(Collected data)

^^^^

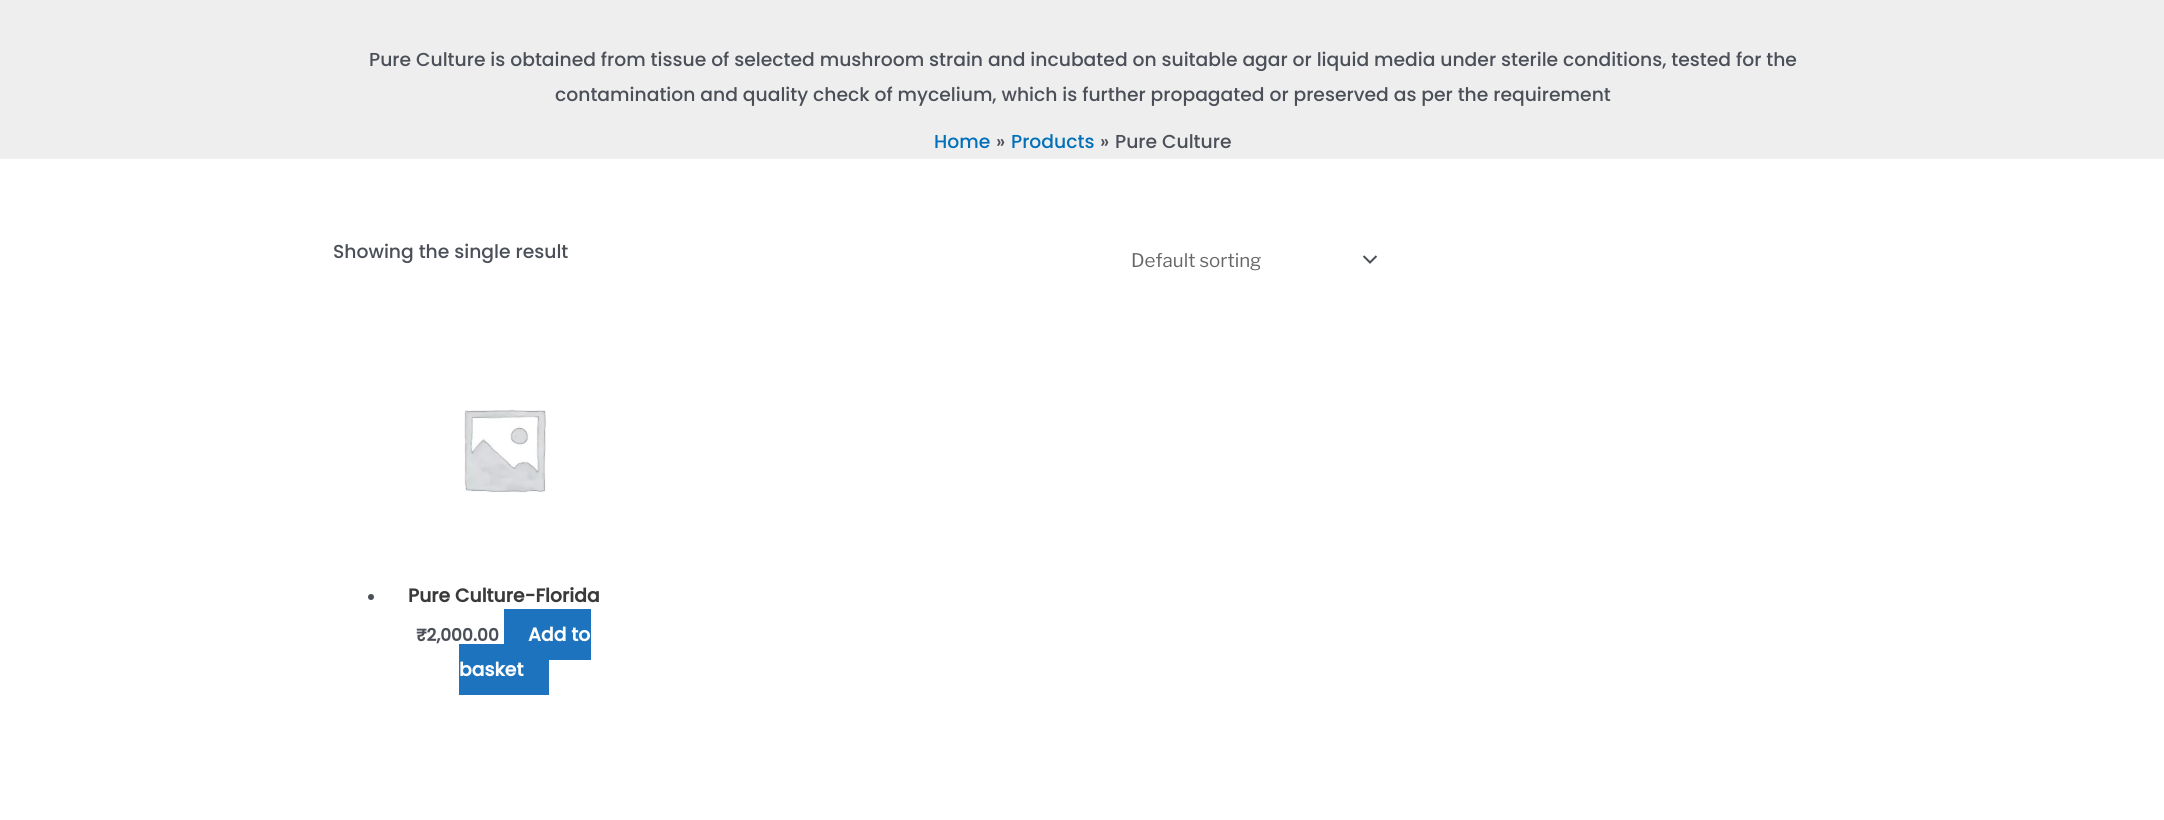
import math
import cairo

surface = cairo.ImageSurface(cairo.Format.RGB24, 2164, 820)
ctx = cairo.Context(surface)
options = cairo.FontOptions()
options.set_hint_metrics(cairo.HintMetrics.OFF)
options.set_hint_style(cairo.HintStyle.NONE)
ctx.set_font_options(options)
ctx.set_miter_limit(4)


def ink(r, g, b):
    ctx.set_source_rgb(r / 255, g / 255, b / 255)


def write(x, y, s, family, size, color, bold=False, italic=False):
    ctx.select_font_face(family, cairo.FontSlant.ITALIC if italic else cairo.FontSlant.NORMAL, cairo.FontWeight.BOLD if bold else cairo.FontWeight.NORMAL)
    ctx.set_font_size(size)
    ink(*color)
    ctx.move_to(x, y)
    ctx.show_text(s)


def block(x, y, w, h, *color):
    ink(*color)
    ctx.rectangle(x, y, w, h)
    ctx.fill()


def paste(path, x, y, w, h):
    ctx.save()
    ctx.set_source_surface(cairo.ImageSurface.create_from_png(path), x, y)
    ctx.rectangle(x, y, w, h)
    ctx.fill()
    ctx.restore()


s1 = dict(family="Poppins Medium", size=18.75, color=(75, 79, 88))
s2 = dict(family="Poppins Medium", size=18.75, color=(1, 112, 185))
s3 = dict(family="Libre Franklin Thin", size=18.75, color=(102, 102, 102))
s4 = dict(family="Poppins", size=18.75, color=(58, 58, 58), bold=True)
s5 = dict(family="Poppins", size=17, color=(75, 79, 88), bold=True)
s6 = dict(family="Poppins", size=18.75, color=(255, 255, 255), bold=True)

ink(255, 255, 255)
ctx.paint()
block(0, 0, 2164, 159, 238, 238, 238)
write(369, 66, "Pure Culture is obtained from tissue of selected mushroom strain and incubated on suitable agar or liquid media under sterile conditions, tested for the", **s1)
write(555, 101, "contamination and quality check of mycelium, which is further propagated or preserved as per the requirement", **s1)
write(934, 148, "Home", **s2)
write(996, 148, "»", **s1)
write(1011, 148, "Products", **s2)
write(1100, 148, "»", **s1)
write(1115, 148, "Pure Culture", **s1)
write(333, 258, "Showing the single result", **s1)
paste("pic1.png", 1363, 255, 15, 9)
write(1131, 267, "Default sorting", **s3)
paste("pic2.png", 464, 409, 82, 84)
ink(75, 79, 88)
ctx.arc(371, 597, 3, 0, 2 * math.pi)
ctx.fill()
write(408, 602, "Pure Culture-Florida", **s4)
write(416, 641, "₹2,000.00", **s5)
block(504, 609, 87, 51, 30, 115, 190)
write(528, 641, "Add to", **s6)
block(459, 644, 90, 51, 30, 115, 190)
write(459, 676, "basket", **s6)
surface.write_to_png("screenshot.png")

^^^^

= Your assignment =
Looking back over the data above, restate word for word the lines that begin at the line with "import cairo" and end at the line with "ctx.restore()", inclusive.

= Answer box =
import cairo

surface = cairo.ImageSurface(cairo.Format.RGB24, 2164, 820)
ctx = cairo.Context(surface)
options = cairo.FontOptions()
options.set_hint_metrics(cairo.HintMetrics.OFF)
options.set_hint_style(cairo.HintStyle.NONE)
ctx.set_font_options(options)
ctx.set_miter_limit(4)


def ink(r, g, b):
    ctx.set_source_rgb(r / 255, g / 255, b / 255)


def write(x, y, s, family, size, color, bold=False, italic=False):
    ctx.select_font_face(family, cairo.FontSlant.ITALIC if italic else cairo.FontSlant.NORMAL, cairo.FontWeight.BOLD if bold else cairo.FontWeight.NORMAL)
    ctx.set_font_size(size)
    ink(*color)
    ctx.move_to(x, y)
    ctx.show_text(s)


def block(x, y, w, h, *color):
    ink(*color)
    ctx.rectangle(x, y, w, h)
    ctx.fill()


def paste(path, x, y, w, h):
    ctx.save()
    ctx.set_source_surface(cairo.ImageSurface.create_from_png(path), x, y)
    ctx.rectangle(x, y, w, h)
    ctx.fill()
    ctx.restore()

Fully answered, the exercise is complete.